There seems to be a meme going around in the American media that Kim Jong Il wants to somehow blackmail his neighbors with the threat of nukes. Usually, the scenario involves a threat to strike Japan if certain concessions are not made, since Japan is just about the only "enemy" country that North Korea can reach with its missiles.

The best defense against this strategy, in my view, would be the threat of massive retaliation. Why abandon a doctrine that worked so well in the Cold War? Tell Kim to go ahead and fire at Tokyo, but to be ready for the backlash thirty minutes later. After all, a quarter of North Korea's population could be incinerated in an instant by just six well-placed warheads...

Theory 3: Kim Really Wants Nuclear War

It's possible that Kim, as crazy as he is, might actually get off on the idea of single-handedly destroying the Earth. However, I don't find this likely. He's fruity as a nutcake, but again, he isn't suicidal.

If this were the case, though, there would be no real solutions to the problem. You could try to kill him, which would be a major feat in itself, but you would leave behind a lot of pissed off lieutenants whose words are backed by nuclear weapons. Not a good thing.

Catch-All Solution 1: Invade North Korea

Many pundits, ranging from Clinton to Noung, have called for military intervention to unseat the North Korean regime. I think this is a bad idea, mainly because:

  1. They have nukes. Nukes hit American bases, go boom, make big mess.
  2. They have a million troops in reserve. You don't get to be known as the most militarized society on Earth for nothing.
  3. They have a ridiculous firewall of land mines, mortars, artillery, and patrol aircraft guarding all the logical ways in.
  4. When all is said and done, the U.S. and its allies would be left with some of the most underdeveloped territory on Earth, necessitating vast amounts of investment just to bring it up to par with China, much less South Korea.
There isn't really a comparison to Iraq here, as some argue. Iraq was, in the words of another noder, fucking shit up in the world's biggest Pottery Barn. North Korea, if war broke out again, would be a credible, if not formidable, adversary for an expeditionary force to tackle.

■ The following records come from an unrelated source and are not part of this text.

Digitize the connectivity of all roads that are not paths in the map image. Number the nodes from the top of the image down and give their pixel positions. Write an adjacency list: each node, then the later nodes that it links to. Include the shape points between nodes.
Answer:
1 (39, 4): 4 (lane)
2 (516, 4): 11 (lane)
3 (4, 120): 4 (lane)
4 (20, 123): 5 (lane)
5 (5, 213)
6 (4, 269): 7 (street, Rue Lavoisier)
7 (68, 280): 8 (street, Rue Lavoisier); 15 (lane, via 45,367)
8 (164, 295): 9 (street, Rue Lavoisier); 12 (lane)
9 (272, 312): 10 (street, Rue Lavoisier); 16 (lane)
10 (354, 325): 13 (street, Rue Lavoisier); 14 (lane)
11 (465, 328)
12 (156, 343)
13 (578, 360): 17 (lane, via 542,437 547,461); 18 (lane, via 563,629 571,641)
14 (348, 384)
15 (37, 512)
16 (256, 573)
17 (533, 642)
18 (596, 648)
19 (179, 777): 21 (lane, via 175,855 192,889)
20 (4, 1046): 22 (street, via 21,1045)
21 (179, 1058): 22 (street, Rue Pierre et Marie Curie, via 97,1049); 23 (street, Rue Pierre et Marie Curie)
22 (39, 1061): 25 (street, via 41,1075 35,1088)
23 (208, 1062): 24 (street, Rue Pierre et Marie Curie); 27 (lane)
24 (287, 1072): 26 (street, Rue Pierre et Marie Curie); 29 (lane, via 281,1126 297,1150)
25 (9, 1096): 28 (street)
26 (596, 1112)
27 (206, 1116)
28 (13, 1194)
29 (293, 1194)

Catch-All Solution 2: Let North Korea Rot

This is sort of what I'm in favor of, although many bleeding heart humanitarian hawks would disagree. Obviously, North Korea is not a viable state in its present condition: it will eventually reach a level of poverty and famine so crippling across the board that Kim's mighty military, or his gaunt peasantry, will stage a coup.

It's difficult to stand around while North Korea starves, but you have to keep in mind that the Workers' Party brass in Pyongyang have absolutely no problem doing just that. Giving food aid to North Korea is rather like giving money to a homeless heroin addict: you're pretty sure that they'll stay alive, but you also know that a good part of your dosh is going to a dealer somewhere to support a habit that will eventually get them killed.

Thank God I'm not George W. Bush, because this is a problem I'd hate to be personally faced with.